Source material →
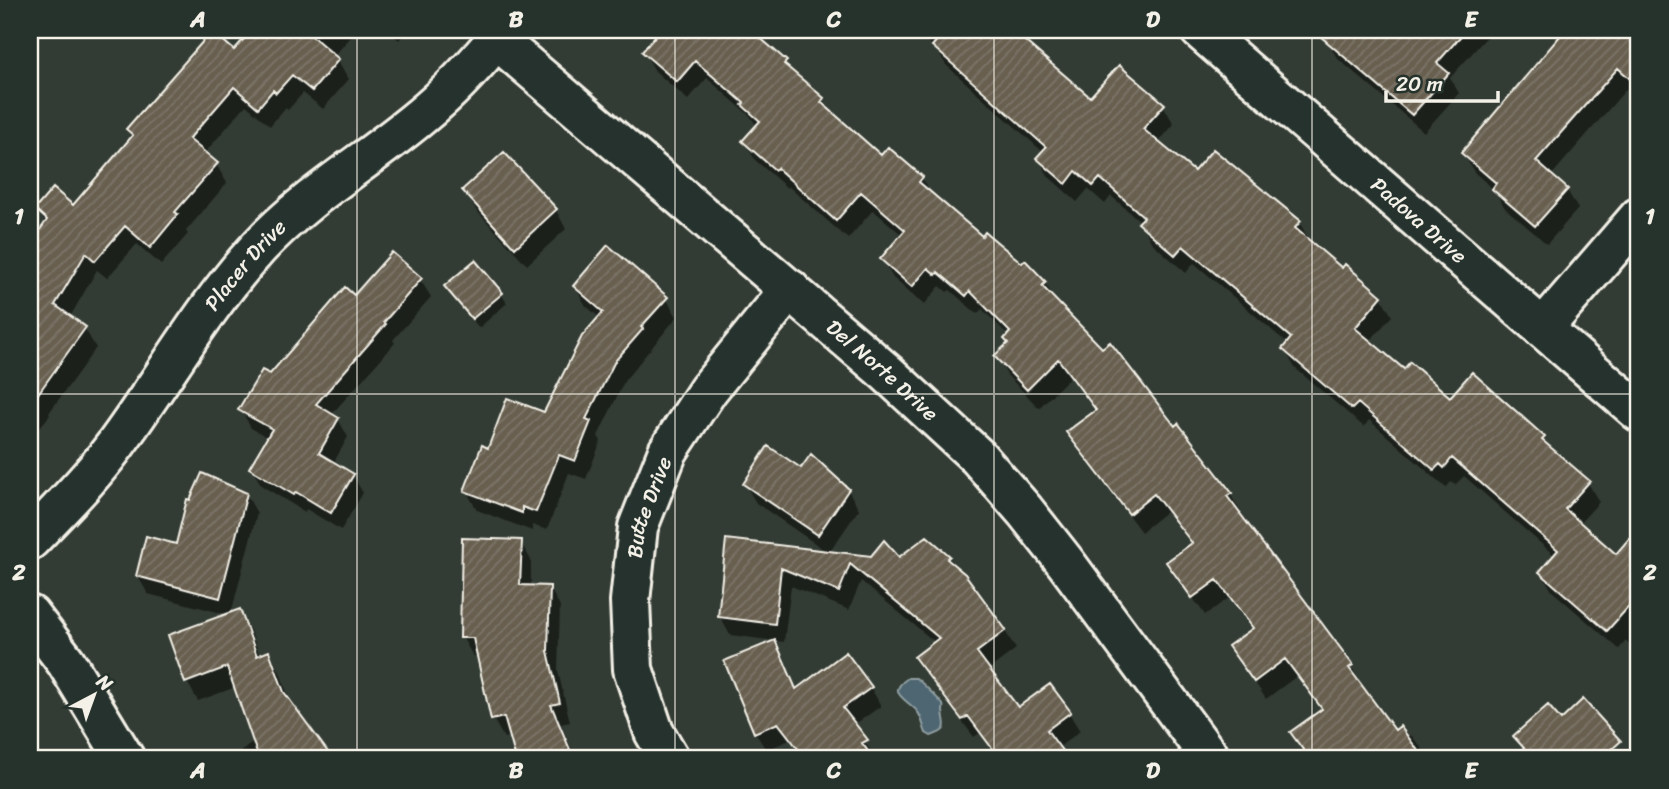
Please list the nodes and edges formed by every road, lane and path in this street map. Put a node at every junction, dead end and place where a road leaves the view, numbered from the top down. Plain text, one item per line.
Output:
1 (500, 34) edge
2 (1215, 34) edge
3 (1639, 217) edge
4 (790, 289) junction
5 (1543, 328) junction
6 (1639, 412) edge
7 (30, 540) edge
8 (30, 615) edge
9 (125, 759) edge
10 (670, 759) edge
11 (1211, 759) edge

1 - 4 street, Del Norte Drive
1 - 7 street, Placer Drive
2 - 5 street, Padova Drive
3 - 5 street
4 - 10 street, Butte Drive
4 - 11 street, Del Norte Drive
5 - 6 street, Padova Drive
8 - 9 street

Work item → Copy each entry above exactly; drop the pictures.

Solution to the exercise →
Please list the nodes and edges formed by every road, lane and path in this street map. Put a node at every junction, dead end and place where a road leaves the view, numbered from the top down. Plain text, one item per line.
Output:
1 (500, 34) edge
2 (1215, 34) edge
3 (1639, 217) edge
4 (790, 289) junction
5 (1543, 328) junction
6 (1639, 412) edge
7 (30, 540) edge
8 (30, 615) edge
9 (125, 759) edge
10 (670, 759) edge
11 (1211, 759) edge

1 - 4 street, Del Norte Drive
1 - 7 street, Placer Drive
2 - 5 street, Padova Drive
3 - 5 street
4 - 10 street, Butte Drive
4 - 11 street, Del Norte Drive
5 - 6 street, Padova Drive
8 - 9 street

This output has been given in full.